• **Instructions for the task**: Go through the records and count the lines where the string "joint" occurs. Reply with the number only.
★ ★ ★ ★ ★ ★ ★
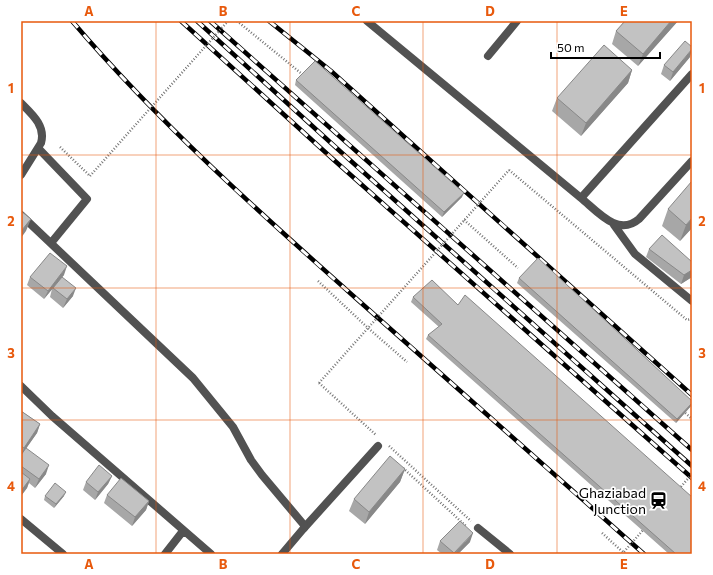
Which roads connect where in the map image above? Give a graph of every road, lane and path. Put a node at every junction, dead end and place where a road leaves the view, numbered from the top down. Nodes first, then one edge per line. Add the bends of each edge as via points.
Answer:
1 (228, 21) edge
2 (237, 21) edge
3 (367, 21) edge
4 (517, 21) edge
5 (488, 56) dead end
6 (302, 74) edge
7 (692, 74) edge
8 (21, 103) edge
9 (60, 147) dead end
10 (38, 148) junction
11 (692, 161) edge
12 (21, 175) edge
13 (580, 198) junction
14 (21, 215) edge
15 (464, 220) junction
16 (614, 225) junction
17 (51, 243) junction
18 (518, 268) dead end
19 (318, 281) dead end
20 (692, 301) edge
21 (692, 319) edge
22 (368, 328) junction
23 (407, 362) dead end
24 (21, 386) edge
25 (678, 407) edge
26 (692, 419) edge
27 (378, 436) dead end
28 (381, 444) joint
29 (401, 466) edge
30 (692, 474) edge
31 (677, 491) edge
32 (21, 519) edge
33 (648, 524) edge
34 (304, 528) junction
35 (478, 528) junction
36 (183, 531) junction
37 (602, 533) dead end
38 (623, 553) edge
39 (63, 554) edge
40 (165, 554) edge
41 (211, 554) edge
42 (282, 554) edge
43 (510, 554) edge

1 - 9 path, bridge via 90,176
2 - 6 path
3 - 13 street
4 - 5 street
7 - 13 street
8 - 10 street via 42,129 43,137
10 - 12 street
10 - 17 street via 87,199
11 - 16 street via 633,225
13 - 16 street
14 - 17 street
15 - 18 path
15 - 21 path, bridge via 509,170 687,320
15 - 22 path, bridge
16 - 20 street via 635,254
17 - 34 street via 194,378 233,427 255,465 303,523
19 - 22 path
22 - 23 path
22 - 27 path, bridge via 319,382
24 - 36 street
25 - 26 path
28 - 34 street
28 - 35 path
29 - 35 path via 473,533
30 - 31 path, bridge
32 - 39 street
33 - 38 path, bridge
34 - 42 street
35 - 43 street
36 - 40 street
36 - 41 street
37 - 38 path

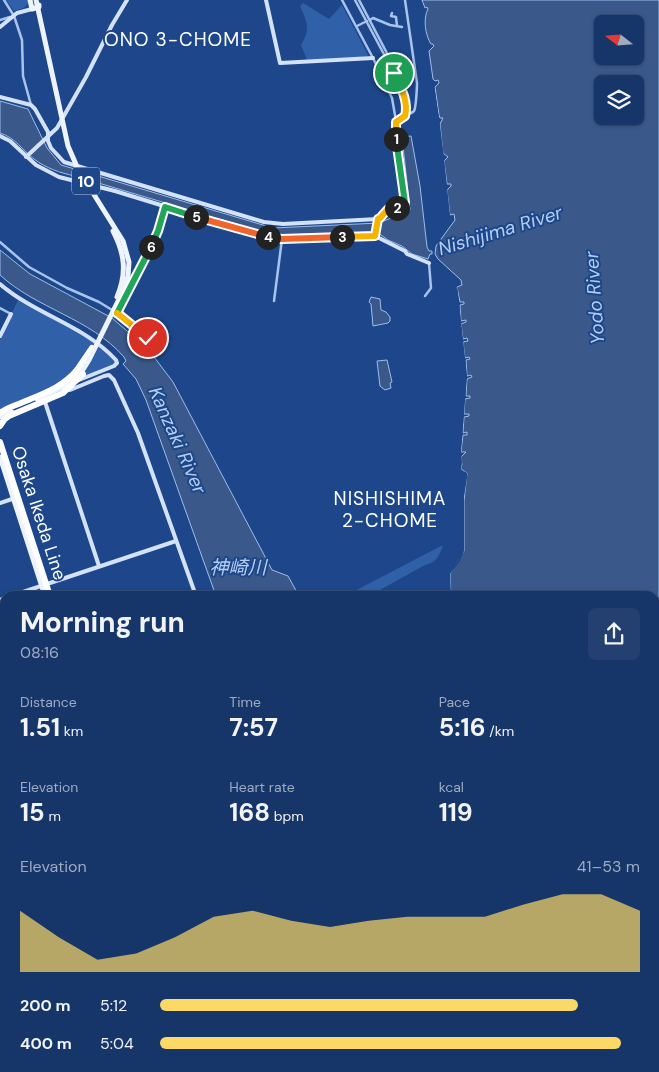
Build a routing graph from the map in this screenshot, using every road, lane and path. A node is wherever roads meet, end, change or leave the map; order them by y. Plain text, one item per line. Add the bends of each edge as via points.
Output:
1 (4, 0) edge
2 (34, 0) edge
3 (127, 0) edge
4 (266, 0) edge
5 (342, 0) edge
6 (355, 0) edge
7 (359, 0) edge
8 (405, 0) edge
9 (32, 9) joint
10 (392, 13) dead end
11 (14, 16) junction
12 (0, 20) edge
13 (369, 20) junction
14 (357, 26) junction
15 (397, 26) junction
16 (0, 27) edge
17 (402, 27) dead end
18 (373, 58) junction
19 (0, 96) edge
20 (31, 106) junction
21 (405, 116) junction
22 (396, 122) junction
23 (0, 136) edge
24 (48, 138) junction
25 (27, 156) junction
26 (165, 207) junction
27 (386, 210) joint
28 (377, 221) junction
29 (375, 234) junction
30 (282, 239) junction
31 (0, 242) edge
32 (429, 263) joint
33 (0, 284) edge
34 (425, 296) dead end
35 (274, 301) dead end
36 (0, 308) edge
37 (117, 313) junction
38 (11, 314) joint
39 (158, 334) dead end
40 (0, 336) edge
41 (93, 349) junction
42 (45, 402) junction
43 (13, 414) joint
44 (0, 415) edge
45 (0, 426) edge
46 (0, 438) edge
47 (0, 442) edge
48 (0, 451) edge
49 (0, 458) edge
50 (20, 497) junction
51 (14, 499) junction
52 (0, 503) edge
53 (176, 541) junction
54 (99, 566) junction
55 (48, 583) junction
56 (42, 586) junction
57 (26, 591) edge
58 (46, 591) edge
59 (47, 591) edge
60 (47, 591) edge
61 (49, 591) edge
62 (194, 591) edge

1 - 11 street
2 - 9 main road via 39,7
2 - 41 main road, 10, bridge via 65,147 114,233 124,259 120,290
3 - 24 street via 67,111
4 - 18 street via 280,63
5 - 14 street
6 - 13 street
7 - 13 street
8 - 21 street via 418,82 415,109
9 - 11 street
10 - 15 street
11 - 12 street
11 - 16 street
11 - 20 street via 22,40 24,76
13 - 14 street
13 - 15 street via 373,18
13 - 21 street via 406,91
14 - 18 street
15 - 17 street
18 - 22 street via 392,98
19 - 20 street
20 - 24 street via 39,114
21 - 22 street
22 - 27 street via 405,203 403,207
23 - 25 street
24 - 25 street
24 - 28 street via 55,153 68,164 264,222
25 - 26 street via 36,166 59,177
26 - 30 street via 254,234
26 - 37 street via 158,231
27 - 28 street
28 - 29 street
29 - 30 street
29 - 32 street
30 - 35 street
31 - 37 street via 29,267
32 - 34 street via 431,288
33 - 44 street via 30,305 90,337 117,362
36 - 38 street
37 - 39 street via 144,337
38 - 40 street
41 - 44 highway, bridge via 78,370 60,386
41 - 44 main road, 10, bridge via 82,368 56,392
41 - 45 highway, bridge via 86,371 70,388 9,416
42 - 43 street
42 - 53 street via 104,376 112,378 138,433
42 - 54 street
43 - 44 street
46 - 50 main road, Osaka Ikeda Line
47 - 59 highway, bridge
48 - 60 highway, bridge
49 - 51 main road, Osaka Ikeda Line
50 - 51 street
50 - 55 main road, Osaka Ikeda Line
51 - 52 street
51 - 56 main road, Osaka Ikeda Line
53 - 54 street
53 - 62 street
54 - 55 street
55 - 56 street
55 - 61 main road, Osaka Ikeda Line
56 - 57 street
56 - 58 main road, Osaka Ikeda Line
★ ★ ★ ★ ★ ★ ★
• **Answer section**: 6